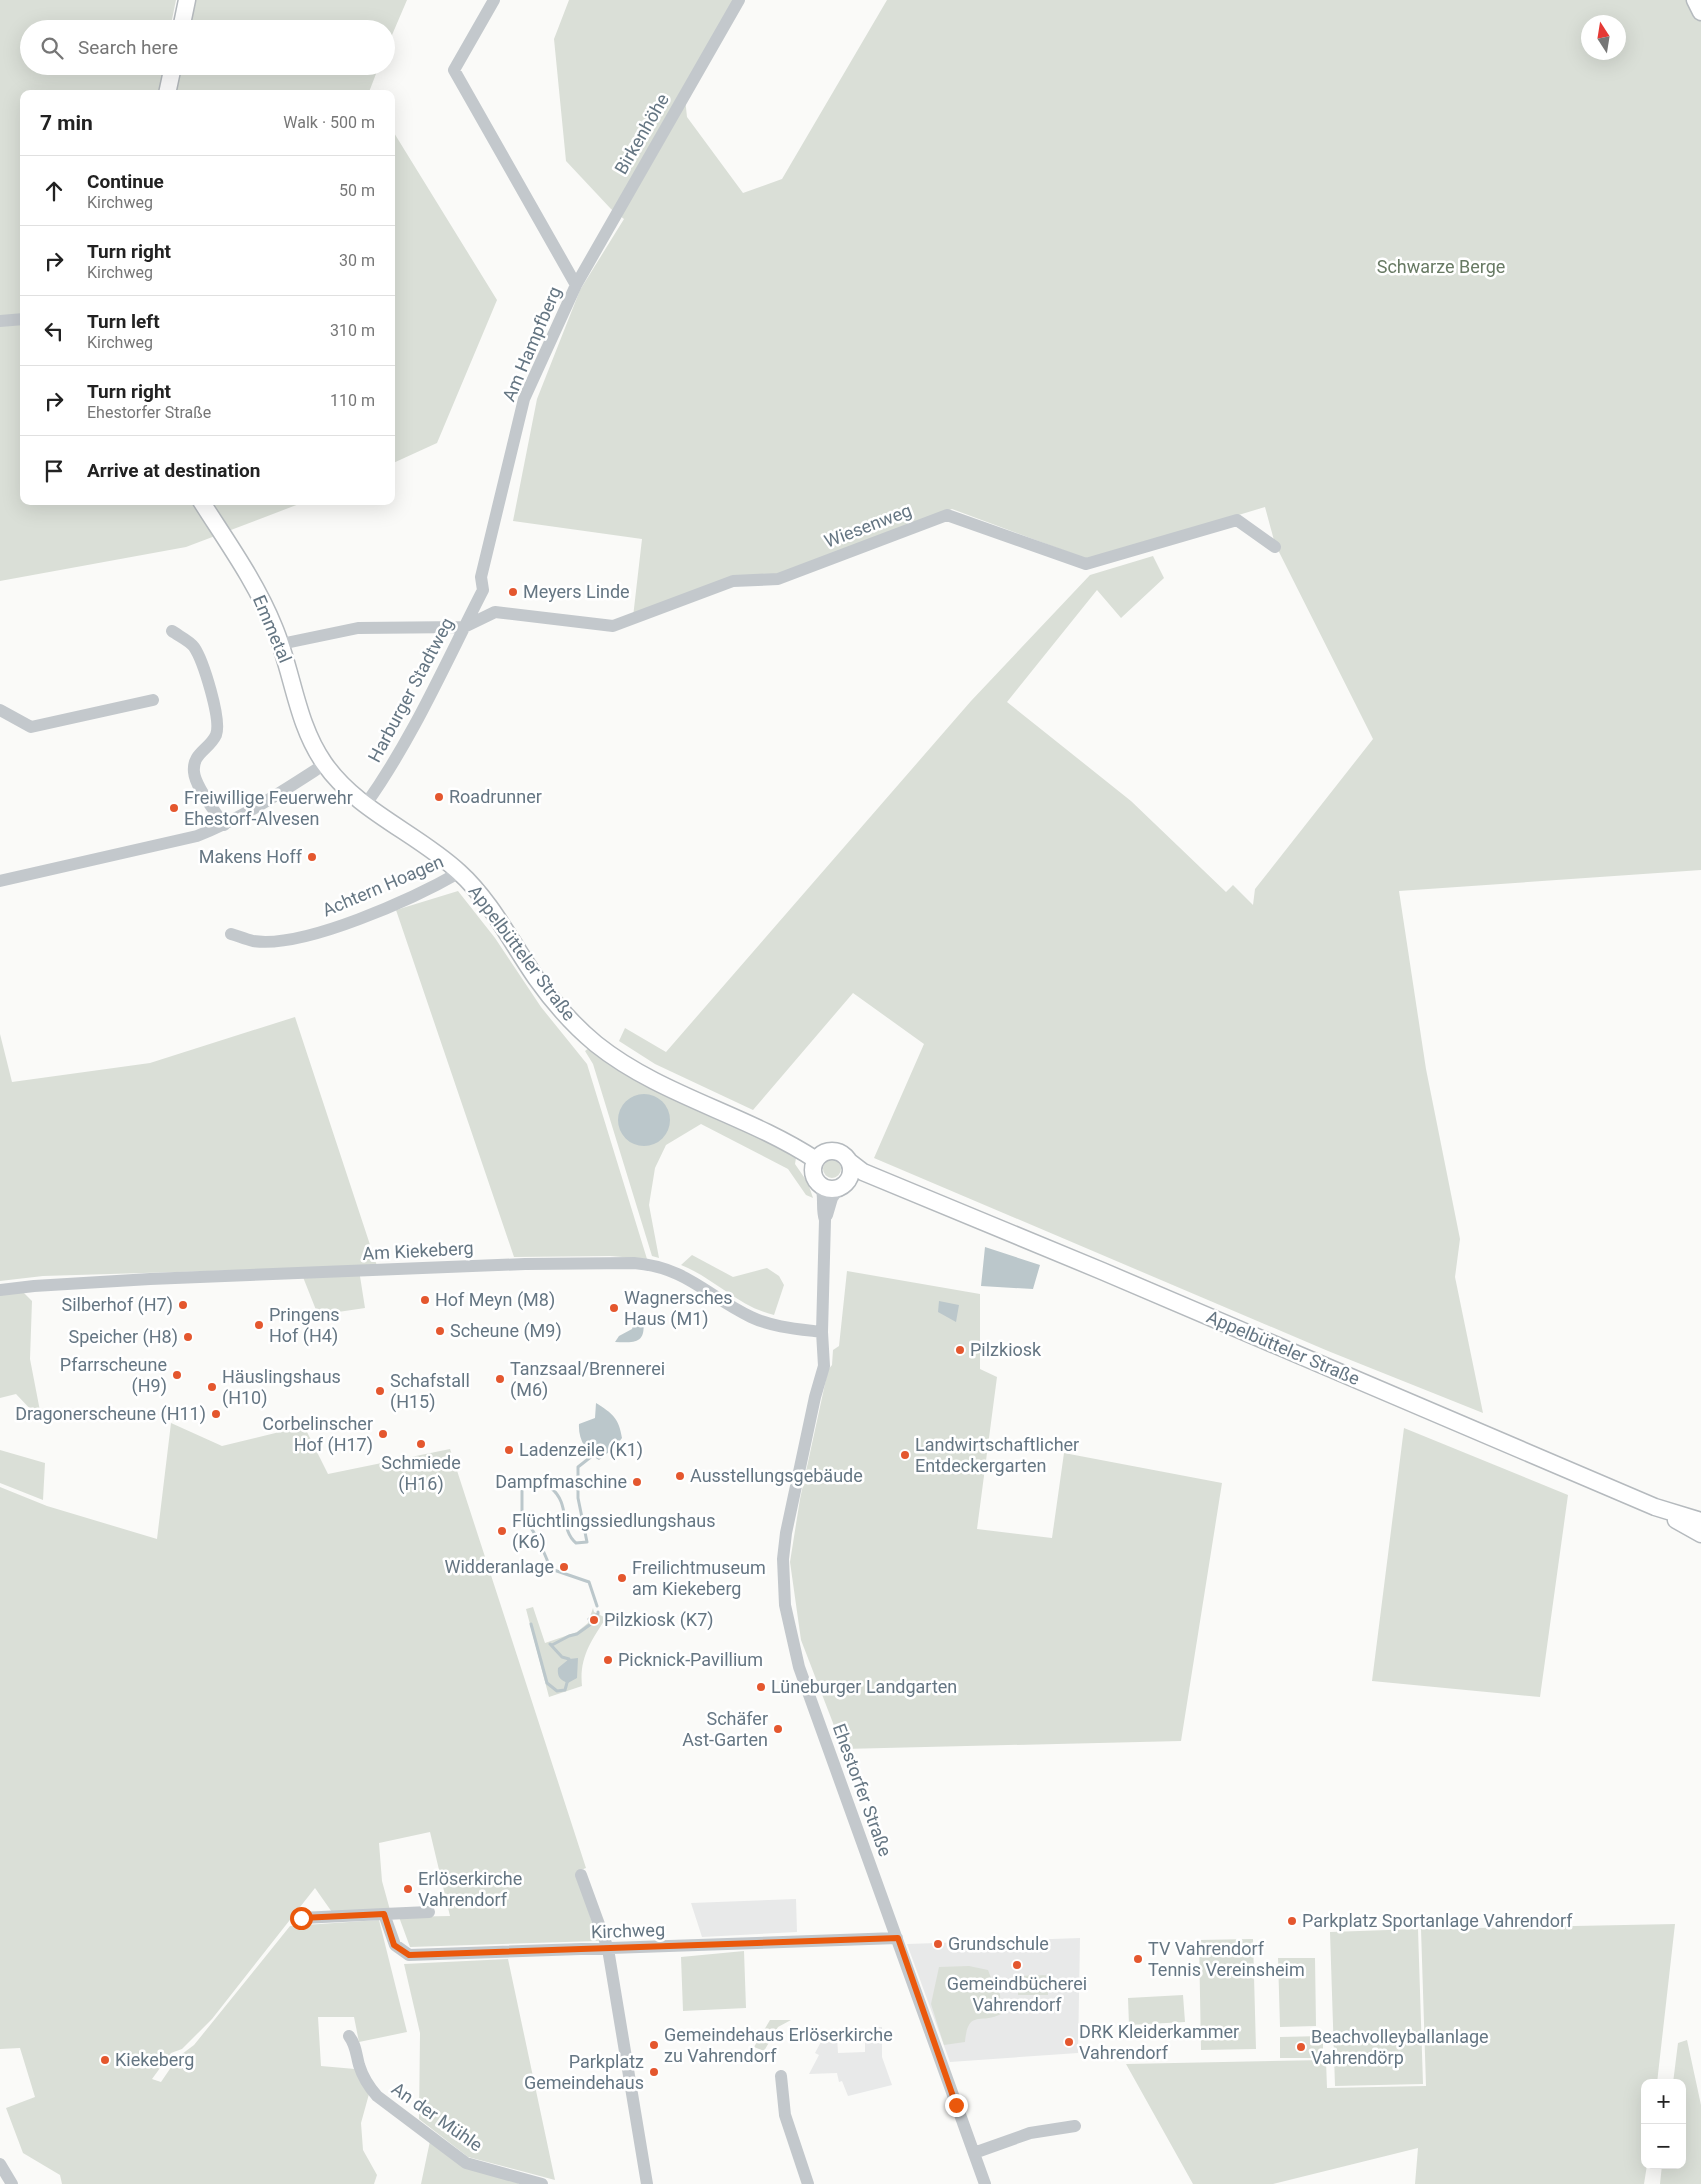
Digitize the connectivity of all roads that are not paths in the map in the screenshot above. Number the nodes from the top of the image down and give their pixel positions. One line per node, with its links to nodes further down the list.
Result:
1 (187, 0): 6 (main road)
2 (494, 0): 9 (street, Am Hampfberg)
3 (739, 0): 9 (street, Birkenhöhe)
4 (1695, 0): 5 (main road)
5 (1701, 12)
6 (183, 20)
7 (171, 75): 8 (main road)
8 (168, 90)
9 (576, 284): 14 (street, Am Hampfberg)
10 (20, 319): 11 (street)
11 (0, 321)
12 (203, 505): 17 (main road, Emmetal)
13 (1275, 547): 15 (street, Wiesenweg)
14 (483, 590): 15 (street, Harburger Stadtweg)
15 (464, 627): 17 (street); 21 (street, Harburger Stadtweg)
16 (172, 631): 22 (street)
17 (281, 644): 20 (main road, Emmetal)
18 (153, 700): 19 (street)
19 (0, 710)
20 (325, 764): 21 (main road, Appelbütteler Straße); 22 (street)
21 (366, 804): 23 (main road, Appelbütteler Straße)
22 (224, 825): 24 (street)
23 (460, 872): 25 (street, Achtern Hoagen); 26 (main road, Appelbütteler Straße)
24 (0, 881)
25 (231, 934)
26 (816, 1160): 27 (main road); 28 (main road)
27 (850, 1162): 29 (main road); 30 (main road, Appelbütteler Straße)
28 (821, 1186): 29 (main road); 31 (street, Ehestorfer Straße)
29 (842, 1186): 30 (main road, Appelbütteler Straße); 31 (street, Ehestorfer Straße)
30 (910, 1190): 34 (main road, Appelbütteler Straße)
31 (825, 1220): 33 (street, Ehestorfer Straße)
32 (0, 1290): 33 (street, Am Kiekeberg)
33 (822, 1332): 41 (street, Ehestorfer Straße)
34 (1655, 1507): 35 (main road, Appelbütteler Straße); 36 (main road, Appelbütteler Straße)
35 (1701, 1521)
36 (1701, 1534)
37 (581, 1875): 42 (street)
38 (429, 1912): 39 (street)
39 (384, 1914): 40 (street); 42 (street, Kirchweg)
40 (301, 1918)
41 (898, 1938): 42 (street, Kirchweg); 46 (street, Ehestorfer Straße)
42 (608, 1950): 50 (street)
43 (349, 2036): 49 (street, An der Mühle)
44 (782, 2076): 51 (street)
45 (1075, 2126): 46 (street)
46 (974, 2153): 52 (street, Ehestorfer Straße)
47 (0, 2164): 48 (street)
48 (12, 2184)
49 (542, 2184)
50 (647, 2184)
51 (808, 2184)
52 (985, 2184)

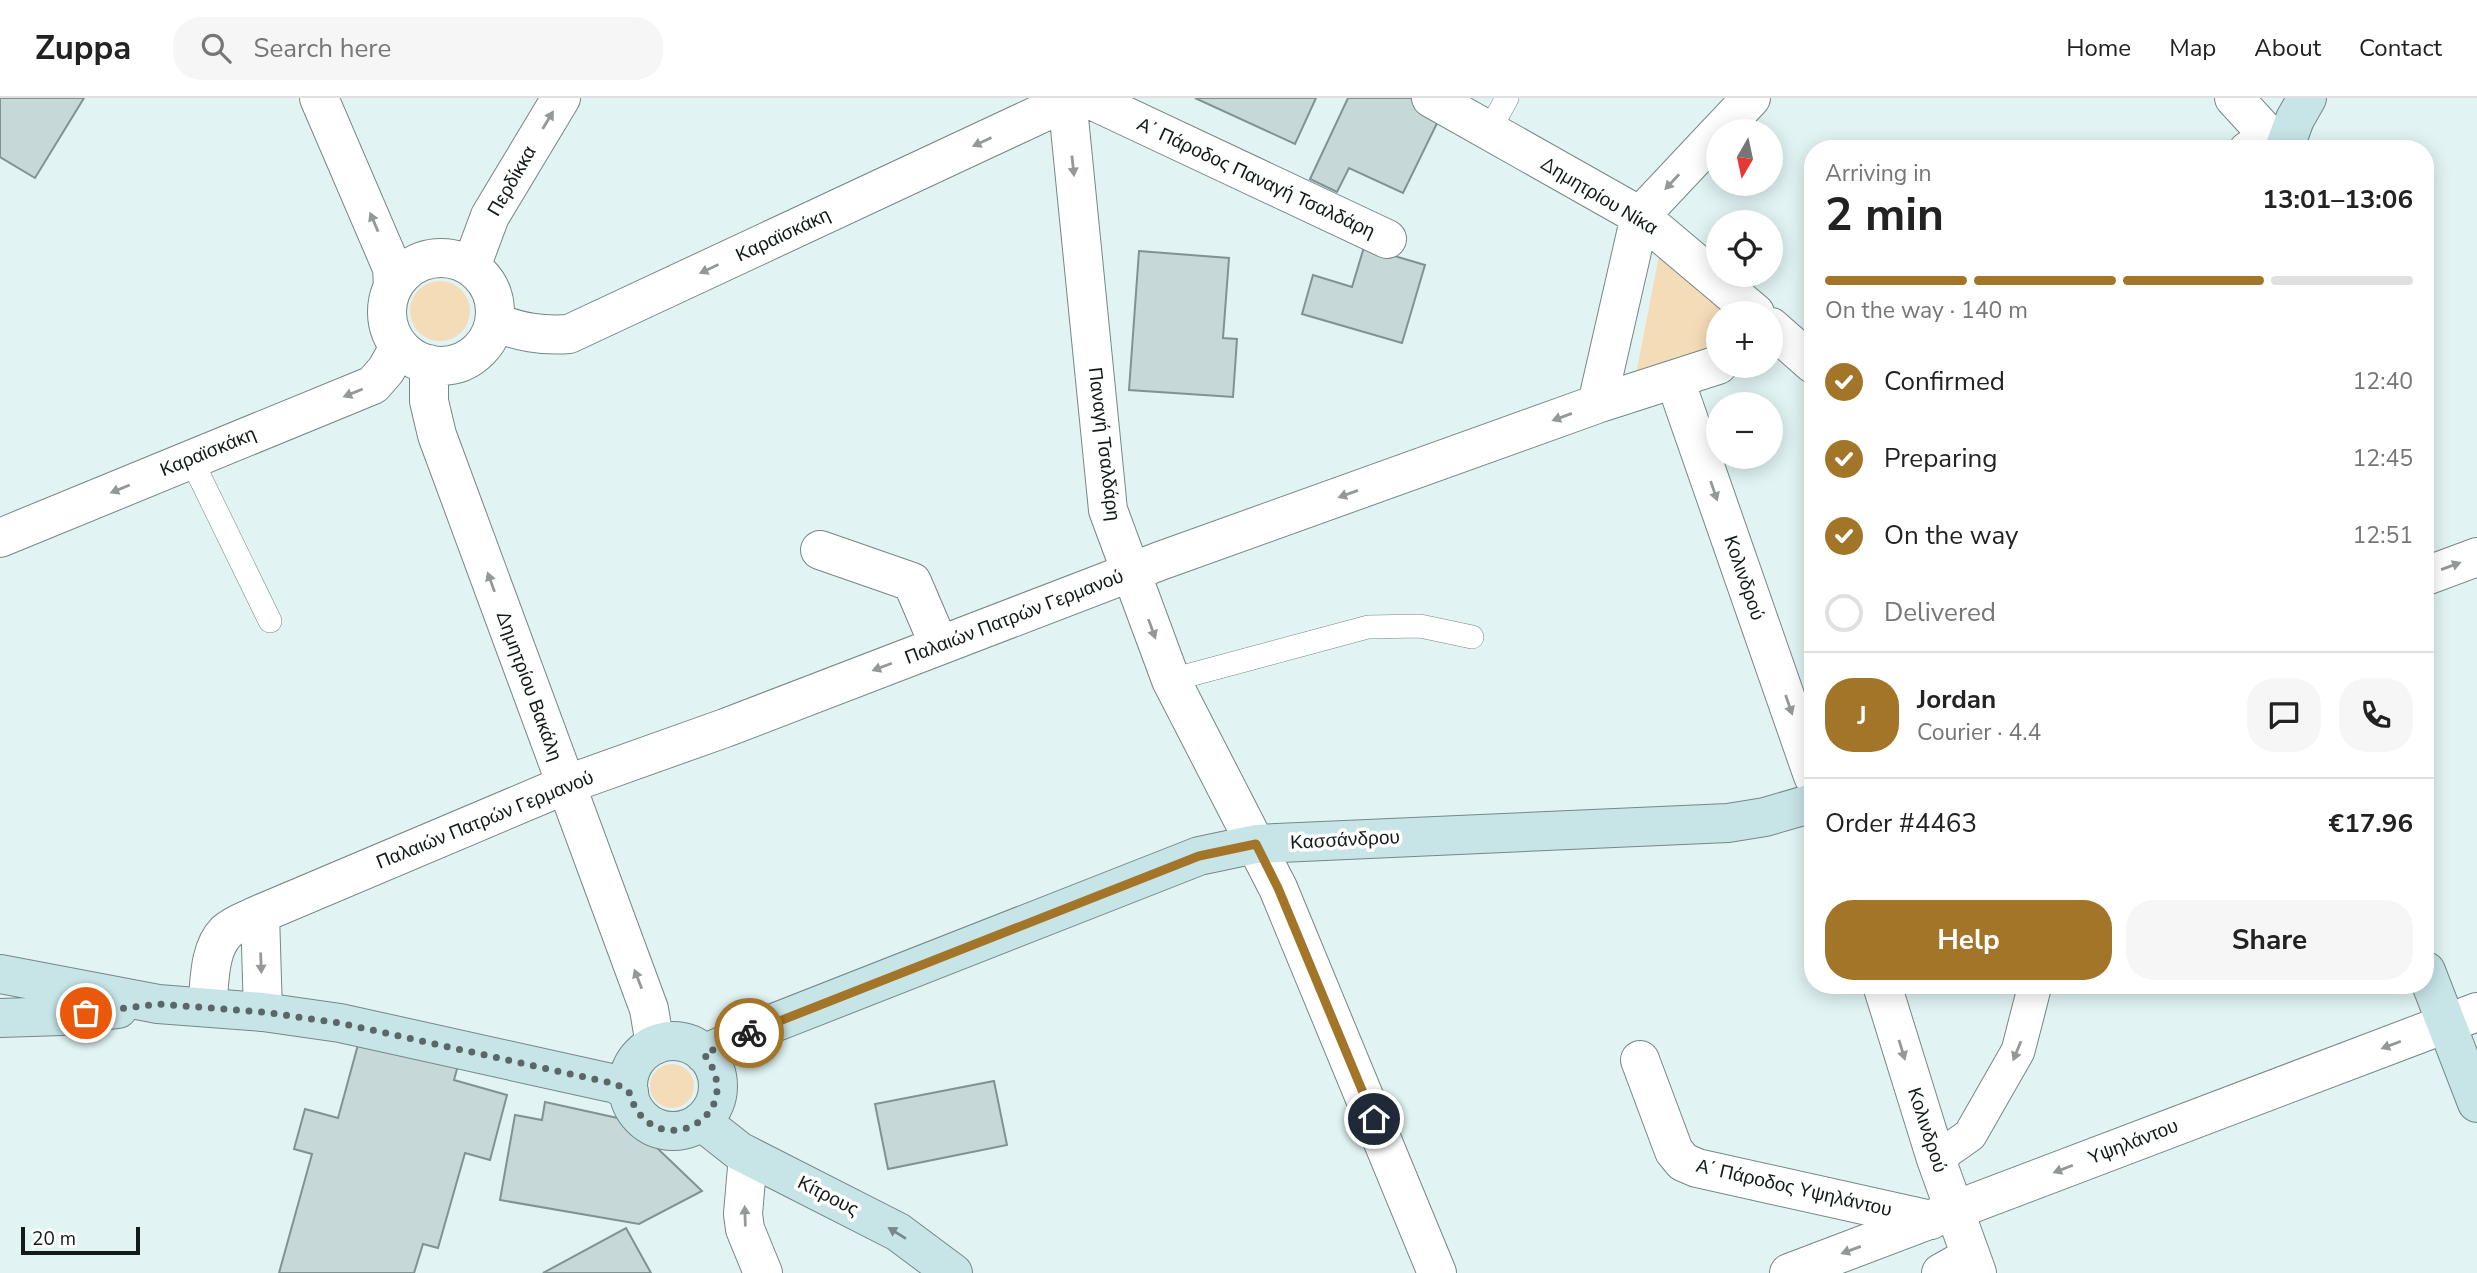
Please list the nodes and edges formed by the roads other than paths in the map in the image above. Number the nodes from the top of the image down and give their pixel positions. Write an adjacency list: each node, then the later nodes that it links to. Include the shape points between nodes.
1 (319, 98): 17 (street, one-way to 1, via 388,257)
2 (561, 98): 16 (street, Περδίκκα, one-way to 2, via 490,216)
3 (1431, 98): 10 (street, Δημητρίου Νίκα)
4 (1507, 98): 10 (lane)
5 (1751, 98): 9 (street)
6 (2234, 98): 11 (street)
7 (2307, 98): 12 (main road, via 2295,119)
8 (1073, 99): 15 (street, Α΄ Πάροδος Παναγή Τσαλδάρη); 19 (street, Καραϊσκάκη, one-way to 19, via 569,334 542,336); 28 (street, Παναγή Τσαλδάρη, one-way to 28, via 1108,510)
9 (1731, 119)
10 (1489, 131): 14 (street, Δημητρίου Νίκα)
11 (2267, 140)
12 (2274, 140)
13 (1706, 146): 14 (street, one-way to 14)
14 (1640, 216): 18 (street, Δημητρίου Νίκα); 23 (street)
15 (1387, 239)
16 (471, 267): 17 (street, via 436,258 404,273); 19 (street, via 491,291)
17 (393, 287): 20 (street, via 387,318 391,333)
18 (1741, 301)
19 (494, 322): 20 (street, via 488,339 470,356 446,366)
20 (414, 355): 24 (street, Καραϊσκάκη, one-way to 24, via 386,370 373,385); 35 (street, Δημητρίου Βακάλη, one-way to 20, via 437,435)
21 (1706, 369): 22 (street, Παλαιών Πατρών Γερμανού)
22 (1675, 380): 23 (street, Παλαιών Πατρών Γερμανού); 34 (street, Κολινδρού, one-way to 34)
23 (1597, 404): 28 (street, Παλαιών Πατρών Γερμανού, one-way to 28)
24 (191, 459): 25 (street, Καραϊσκάκη, one-way to 25); 30 (lane)
25 (0, 538)
26 (820, 550): 32 (street, via 912,582)
27 (2477, 557): 29 (street, one-way to 27)
28 (1131, 572): 32 (street, Παλαιών Πατρών Γερμανού); 33 (street, Παναγή Τσαλδάρη, one-way to 33)
29 (2434, 573)
30 (270, 621)
31 (1472, 637): 33 (lane, via 1420,626 1368,627)
32 (939, 645): 35 (street, Παλαιών Πατρών Γερμανού, one-way to 35)
33 (1171, 680): 37 (street, Παναγή Τσαλδάρη)
34 (1804, 750)
35 (565, 785): 38 (street, Παλαιών Πατρών Γερμανού); 48 (street, Δημητρίου Βακάλη, one-way to 35, via 649,1009)
36 (1804, 806): 37 (main road, Κασσάνδρου, via 1728,823)
37 (1256, 844): 49 (main road, Κασσάνδρου, via 1199,856); 60 (street, Παναγή Τσαλδάρη)
38 (260, 914): 44 (street, Παλαιών Πατρών Γερμανού, via 226,932 217,946); 45 (street, one-way to 45)
39 (0, 975): 43 (main road); 46 (main road, via 4,1003)
40 (2434, 981): 47 (main road)
41 (1885, 994): 55 (street, Κολινδρού, one-way to 55)
42 (2033, 994): 55 (street, one-way to 55, via 2018,1051 1970,1135)
43 (158, 1004): 44 (main road); 46 (main road)
44 (207, 1007): 45 (main road)
45 (263, 1012): 51 (main road, via 353,1026 616,1084)
46 (0, 1018)
47 (2462, 1018): 52 (main road); 56 (street, Υψηλάντου, one-way to 56)
48 (654, 1045): 49 (main road, via 684,1042); 51 (main road, via 634,1064)
49 (704, 1054): 53 (main road, via 715,1073 717,1096)
50 (1640, 1060): 56 (street, Α΄ Πάροδος Υψηλάντου, via 1674,1151 1683,1162)
51 (629, 1092): 53 (main road, via 632,1105 650,1125 663,1130 689,1128)
52 (2477, 1103)
53 (701, 1121): 54 (main road, Κίτρους)
54 (748, 1156): 58 (street, one-way to 54, via 743,1214); 59 (main road, Κίτρους, one-way to 54, via 898,1232)
55 (1936, 1159): 56 (street, Κολινδρού)
56 (1942, 1214): 57 (street, Κολινδρού); 61 (street, Υψηλάντου, one-way to 61)
57 (1963, 1267)
58 (762, 1273)
59 (953, 1273)
60 (1437, 1273)
61 (1790, 1273)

● ● ● ● ●

> _Task description_: Wherever the word "Παναγή" appears in the records above, copy that line.

> _Response box_:
8 (1073, 99): 15 (street, Α΄ Πάροδος Παναγή Τσαλδάρη); 19 (street, Καραϊσκάκη, one-way to 19, via 569,334 542,336); 28 (street, Παναγή Τσαλδάρη, one-way to 28, via 1108,510)
28 (1131, 572): 32 (street, Παλαιών Πατρών Γερμανού); 33 (street, Παναγή Τσαλδάρη, one-way to 33)
33 (1171, 680): 37 (street, Παναγή Τσαλδάρη)
37 (1256, 844): 49 (main road, Κασσάνδρου, via 1199,856); 60 (street, Παναγή Τσαλδάρη)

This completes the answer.